Computer device 1305 can be communicatively coupled to input/user interface 1335 and output device/interface 1340. Either one or both of the input/user interface 1335 and output device/interface 1340 can be a wired or wireless interface and can be detachable. Input/user interface 1335 may include any device, component, sensor, or interface, physical or virtual, that can be used to provide input (e.g., buttons, touch-screen interface, keyboard, a pointing/cursor control, microphone, camera, braille, motion sensor, accelerometer, optical reader, and/or the like). Output device/interface 1340 may include a display, television, monitor, printer, speaker, braille, or the like. In some example implementations, input/user interface 1335 and output device/interface 1340 can be embedded with or physically coupled to the computer device 1305. In other example implementations, other computer devices may function as or provide the functions of input/user interface 1335 and output device/interface 1340 for a computer device 1305.

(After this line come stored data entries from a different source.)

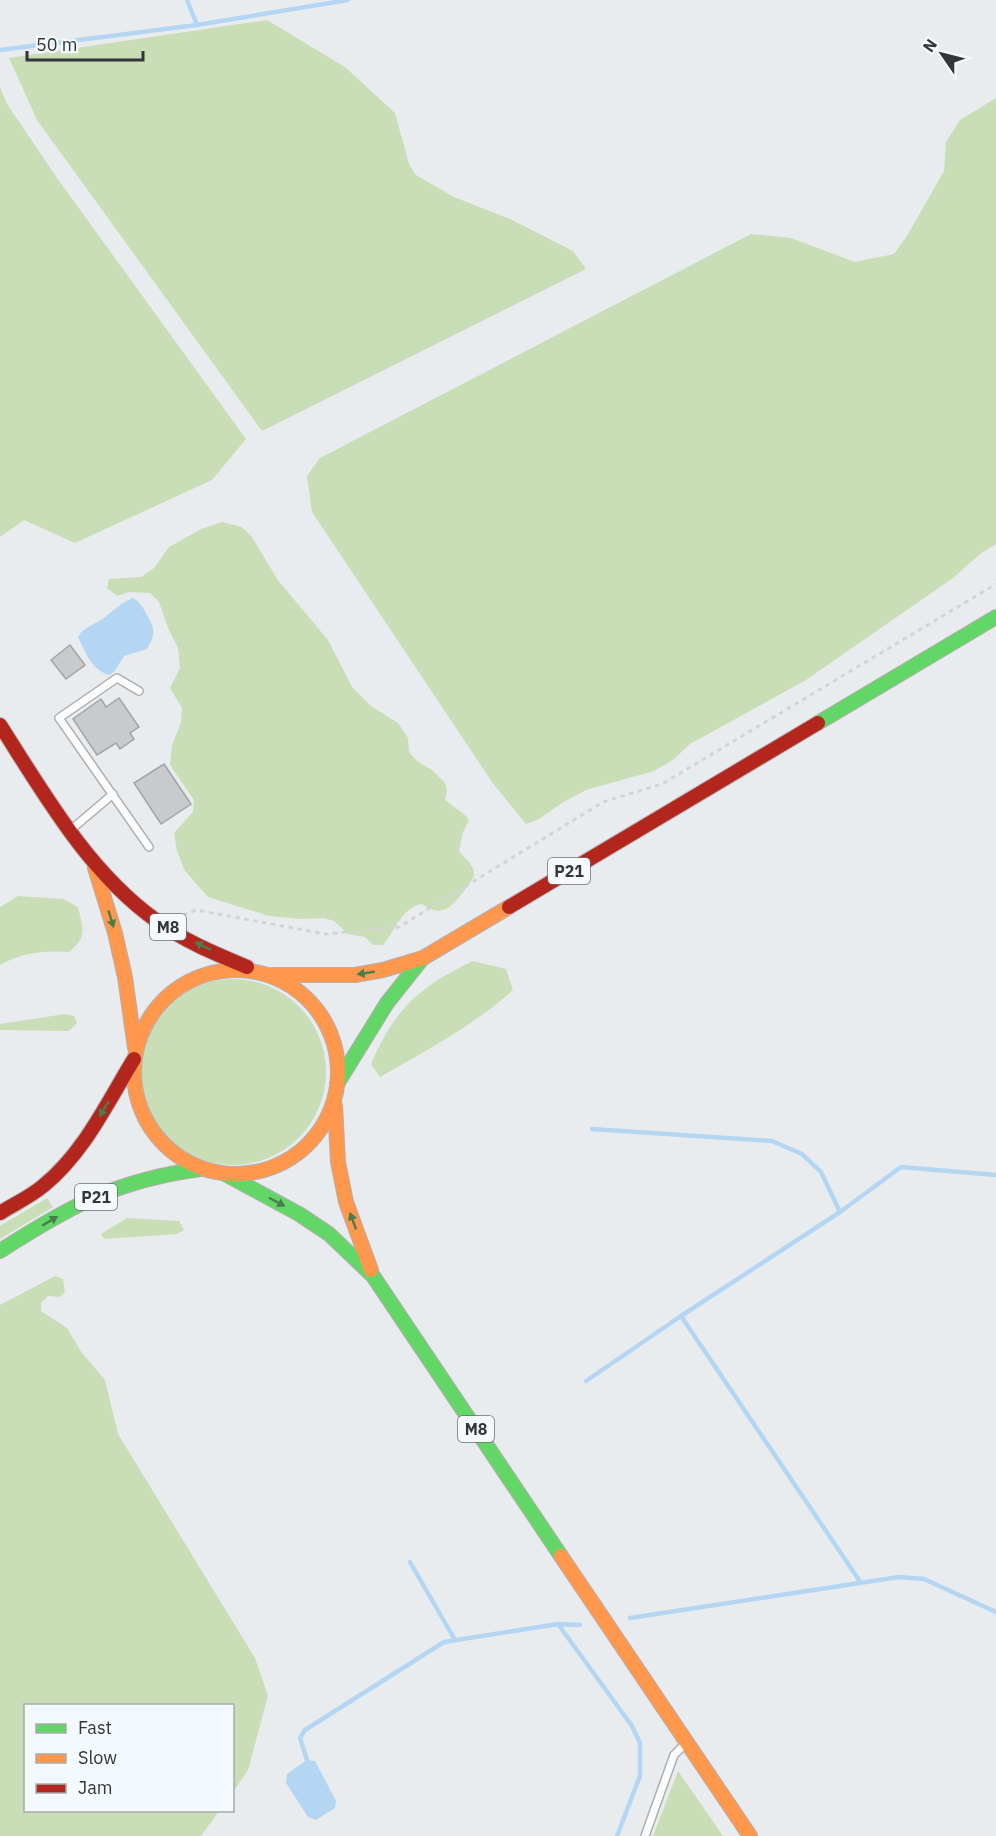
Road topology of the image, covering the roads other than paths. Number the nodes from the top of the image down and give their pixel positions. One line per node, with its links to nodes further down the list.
1 (996, 617): 8 (main road, Р21)
2 (139, 691): 4 (lane)
3 (0, 725): 5 (main road, М8)
4 (113, 795): 5 (lane); 6 (lane)
5 (71, 830): 7 (main road, М8)
6 (149, 846)
7 (94, 863): 9 (main road, М8, one-way to 7); 11 (main road, М8, one-way to 11)
8 (423, 958): 10 (main road, Р21, one-way to 10); 12 (main road, Р21)
9 (256, 971): 10 (main road, М8); 11 (main road, М8)
10 (272, 975): 12 (main road, М8)
11 (135, 1054): 14 (main road, М8); 16 (main road, Р21, one-way to 16)
12 (338, 1083): 13 (main road, М8)
13 (334, 1099): 15 (main road, М8); 18 (main road, М8, one-way to 13)
14 (201, 1169): 15 (main road, М8); 17 (main road, Р21, one-way to 14)
15 (225, 1174): 18 (main road, М8, one-way to 18)
16 (0, 1213)
17 (0, 1251)
18 (373, 1276): 19 (main road, М8)
19 (686, 1743): 20 (lane); 21 (main road, М8)
20 (645, 1836)
21 (750, 1836)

Examples of computer device 1305 may include, but are not limited to, highly mobile devices (e.g., smartphones, devices in vehicles and other machines, devices carried by humans and animals, and the like), mobile devices (e.g., tablets, notebooks, laptops, personal computers, portable televisions, radios, and the like), and devices not designed for mobility (e.g., desktop computers, other computers, information kiosks, televisions with one or more processors embedded therein and/or coupled thereto, radios, and the like).

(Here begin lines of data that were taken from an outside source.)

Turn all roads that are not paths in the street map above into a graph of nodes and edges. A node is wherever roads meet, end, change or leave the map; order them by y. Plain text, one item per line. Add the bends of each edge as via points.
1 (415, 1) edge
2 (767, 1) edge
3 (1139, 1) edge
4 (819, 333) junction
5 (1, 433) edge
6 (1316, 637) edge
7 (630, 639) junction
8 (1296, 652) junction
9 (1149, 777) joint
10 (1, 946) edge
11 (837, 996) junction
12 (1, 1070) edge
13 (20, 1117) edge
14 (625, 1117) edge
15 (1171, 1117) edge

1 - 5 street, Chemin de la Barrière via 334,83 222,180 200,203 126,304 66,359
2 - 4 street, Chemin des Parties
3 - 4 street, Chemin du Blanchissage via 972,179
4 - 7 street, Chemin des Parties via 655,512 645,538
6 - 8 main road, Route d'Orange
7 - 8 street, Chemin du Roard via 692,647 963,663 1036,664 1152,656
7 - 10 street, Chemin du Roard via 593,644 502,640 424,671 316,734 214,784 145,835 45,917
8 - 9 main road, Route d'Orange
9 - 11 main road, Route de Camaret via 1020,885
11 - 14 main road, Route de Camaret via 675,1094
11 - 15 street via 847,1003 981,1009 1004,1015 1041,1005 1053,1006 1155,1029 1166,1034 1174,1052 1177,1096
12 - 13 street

Computer device 1305 can be communicatively coupled (e.g., via IO interface 1325) to external storage 1345 and network 1350 for communicating with any number of networked components, devices, and systems, including one or more computer devices of the same or different configuration. Computer device 1305 or any connected computer device can be functioning as, providing services of, or referred to as a server, client, thin server, general machine, special-purpose machine, or another label.


IO interface 1325 can include but is not limited to, wired and/or wireless interfaces using any communication or IO protocols or standards (e.g., Ethernet. 1302.11x, Universal System Bus, WiMax, modem, a cellular network protocol, and the like) for communicating information to and/or from at least all the connected components, devices, and network in computing environment 1300. Network 1350 can be any network or combination of networks (e.g., the Internet, local area network, wide area network, a telephonic network, a cellular network, satellite network, and the like).


Computer device 1305 can use and/or communicate using computer-usable or computer readable media, including transitory media and non-transitory media. Transitory media include transmission media (e.g., metal cables, fiber optics), signals, carrier waves, and the like. Non-transitory media include magnetic media (e.g., disks and tapes), optical media (e.g., CD ROM, digital video disks. Blu-ray disks), solid-state media (e.g., RAM, ROM, flash memory, solid-state storage), and other non-volatile storage or memory.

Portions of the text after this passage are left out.